# Information provided:
Start of Block

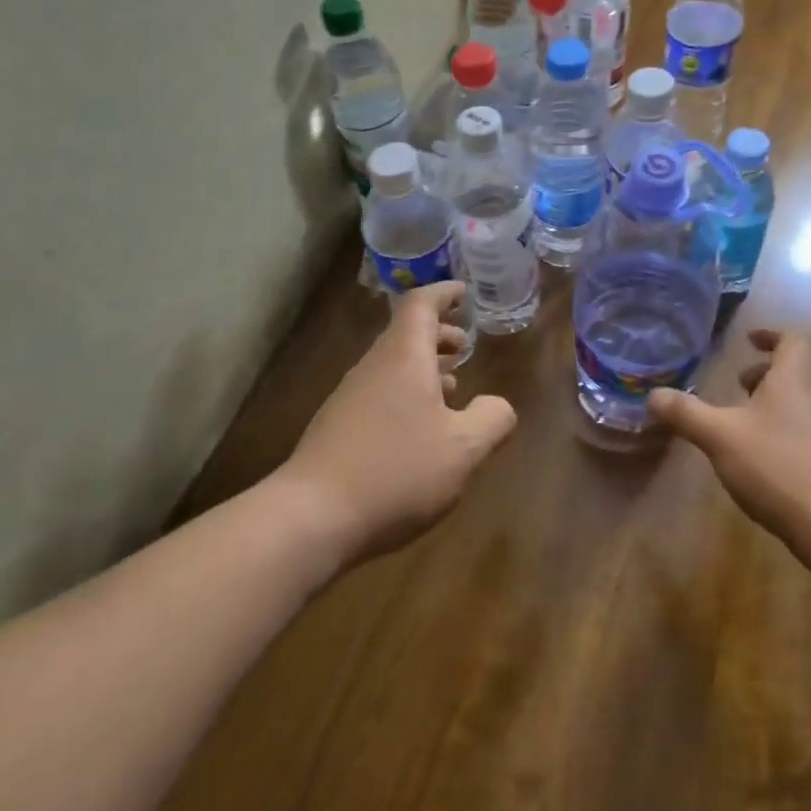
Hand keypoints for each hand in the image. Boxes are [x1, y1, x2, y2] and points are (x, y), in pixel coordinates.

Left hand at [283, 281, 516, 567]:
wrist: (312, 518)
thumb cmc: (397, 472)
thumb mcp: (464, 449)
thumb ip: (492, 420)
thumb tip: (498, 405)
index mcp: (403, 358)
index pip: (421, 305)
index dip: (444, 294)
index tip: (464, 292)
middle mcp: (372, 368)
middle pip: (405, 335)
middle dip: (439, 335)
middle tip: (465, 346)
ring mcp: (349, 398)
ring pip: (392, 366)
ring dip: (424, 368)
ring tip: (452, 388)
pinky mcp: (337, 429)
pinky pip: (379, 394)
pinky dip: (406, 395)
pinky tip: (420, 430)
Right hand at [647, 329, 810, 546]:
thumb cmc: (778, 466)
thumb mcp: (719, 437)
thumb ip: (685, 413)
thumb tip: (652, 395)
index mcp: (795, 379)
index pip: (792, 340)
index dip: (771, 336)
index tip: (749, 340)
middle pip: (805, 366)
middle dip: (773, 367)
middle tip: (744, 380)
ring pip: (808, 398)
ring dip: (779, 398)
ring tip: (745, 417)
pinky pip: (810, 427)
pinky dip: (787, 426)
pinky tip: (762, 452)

End of Block
Start of Block

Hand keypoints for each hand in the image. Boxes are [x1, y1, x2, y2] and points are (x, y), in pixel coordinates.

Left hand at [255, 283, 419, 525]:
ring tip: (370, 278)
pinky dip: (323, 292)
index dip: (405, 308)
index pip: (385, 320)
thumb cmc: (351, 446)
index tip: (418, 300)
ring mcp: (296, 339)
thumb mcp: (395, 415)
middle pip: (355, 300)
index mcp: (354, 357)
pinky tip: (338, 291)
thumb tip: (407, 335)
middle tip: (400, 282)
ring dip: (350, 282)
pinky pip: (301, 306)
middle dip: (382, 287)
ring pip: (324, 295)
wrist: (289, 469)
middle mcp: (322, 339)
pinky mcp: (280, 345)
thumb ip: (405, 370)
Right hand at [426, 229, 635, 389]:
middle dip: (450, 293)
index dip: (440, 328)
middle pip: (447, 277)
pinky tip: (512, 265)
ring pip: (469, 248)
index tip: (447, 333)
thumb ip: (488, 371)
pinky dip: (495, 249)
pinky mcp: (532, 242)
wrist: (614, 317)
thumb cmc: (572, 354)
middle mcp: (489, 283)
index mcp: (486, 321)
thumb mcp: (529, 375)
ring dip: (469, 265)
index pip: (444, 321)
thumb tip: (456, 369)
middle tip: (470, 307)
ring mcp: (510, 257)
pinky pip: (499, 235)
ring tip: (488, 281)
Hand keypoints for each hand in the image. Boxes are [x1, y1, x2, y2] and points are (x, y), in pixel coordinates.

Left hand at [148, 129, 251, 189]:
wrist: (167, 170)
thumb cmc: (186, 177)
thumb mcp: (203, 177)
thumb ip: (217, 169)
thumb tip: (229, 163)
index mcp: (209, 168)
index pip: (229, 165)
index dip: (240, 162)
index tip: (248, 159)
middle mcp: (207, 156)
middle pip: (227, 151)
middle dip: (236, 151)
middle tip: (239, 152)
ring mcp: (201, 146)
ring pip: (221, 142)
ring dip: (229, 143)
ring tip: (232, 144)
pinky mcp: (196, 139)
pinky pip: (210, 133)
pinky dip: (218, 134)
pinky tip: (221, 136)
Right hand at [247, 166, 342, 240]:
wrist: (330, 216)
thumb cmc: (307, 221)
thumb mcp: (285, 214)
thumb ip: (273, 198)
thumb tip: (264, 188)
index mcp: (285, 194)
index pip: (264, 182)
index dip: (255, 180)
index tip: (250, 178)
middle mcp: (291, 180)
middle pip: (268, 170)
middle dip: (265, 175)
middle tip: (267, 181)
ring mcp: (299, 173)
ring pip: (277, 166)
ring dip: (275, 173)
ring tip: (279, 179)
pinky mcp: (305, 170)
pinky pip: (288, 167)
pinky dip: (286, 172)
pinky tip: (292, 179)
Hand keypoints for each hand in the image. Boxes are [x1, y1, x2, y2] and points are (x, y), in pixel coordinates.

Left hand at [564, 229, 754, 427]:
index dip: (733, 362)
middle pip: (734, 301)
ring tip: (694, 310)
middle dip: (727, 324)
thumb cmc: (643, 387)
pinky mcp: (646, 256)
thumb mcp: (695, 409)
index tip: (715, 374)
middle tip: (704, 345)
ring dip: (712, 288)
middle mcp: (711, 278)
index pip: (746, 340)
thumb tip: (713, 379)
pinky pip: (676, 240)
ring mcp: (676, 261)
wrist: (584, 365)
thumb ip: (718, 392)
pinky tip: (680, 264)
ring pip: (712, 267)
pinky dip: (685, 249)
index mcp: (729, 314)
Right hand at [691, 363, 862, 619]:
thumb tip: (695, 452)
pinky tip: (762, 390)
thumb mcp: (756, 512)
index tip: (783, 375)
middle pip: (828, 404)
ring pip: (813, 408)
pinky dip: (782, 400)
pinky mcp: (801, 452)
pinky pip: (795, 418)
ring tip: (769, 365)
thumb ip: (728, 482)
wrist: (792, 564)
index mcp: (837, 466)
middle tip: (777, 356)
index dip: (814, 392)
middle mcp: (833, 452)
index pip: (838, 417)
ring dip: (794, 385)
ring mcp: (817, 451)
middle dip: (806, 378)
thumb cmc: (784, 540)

End of Block

# Your instructions:
The expected answer is an exact copy of the lines above, beginning at the line with "pinky mcp: (280, 345)" and ending at the line with "middle tip: (470, 307)", with both ends in.

# Reply:
pinky mcp: (280, 345)
thumb ip: (405, 370)
Right hand at [426, 229, 635, 389]:
middle dip: (450, 293)
index dip: (440, 328)
middle pip: (447, 277)
pinky tip: (512, 265)
ring pip: (469, 248)
index tip: (447, 333)
thumb ip: (488, 371)
pinky dip: (495, 249)
pinky mcp: (532, 242)
wrist: (614, 317)
thumb cmc: (572, 354)
middle mcp: (489, 283)
index mcp: (486, 321)
thumb mcp: (529, 375)
ring dip: (469, 265)
index pip: (444, 321)
thumb tip: (456, 369)
middle tip: (470, 307)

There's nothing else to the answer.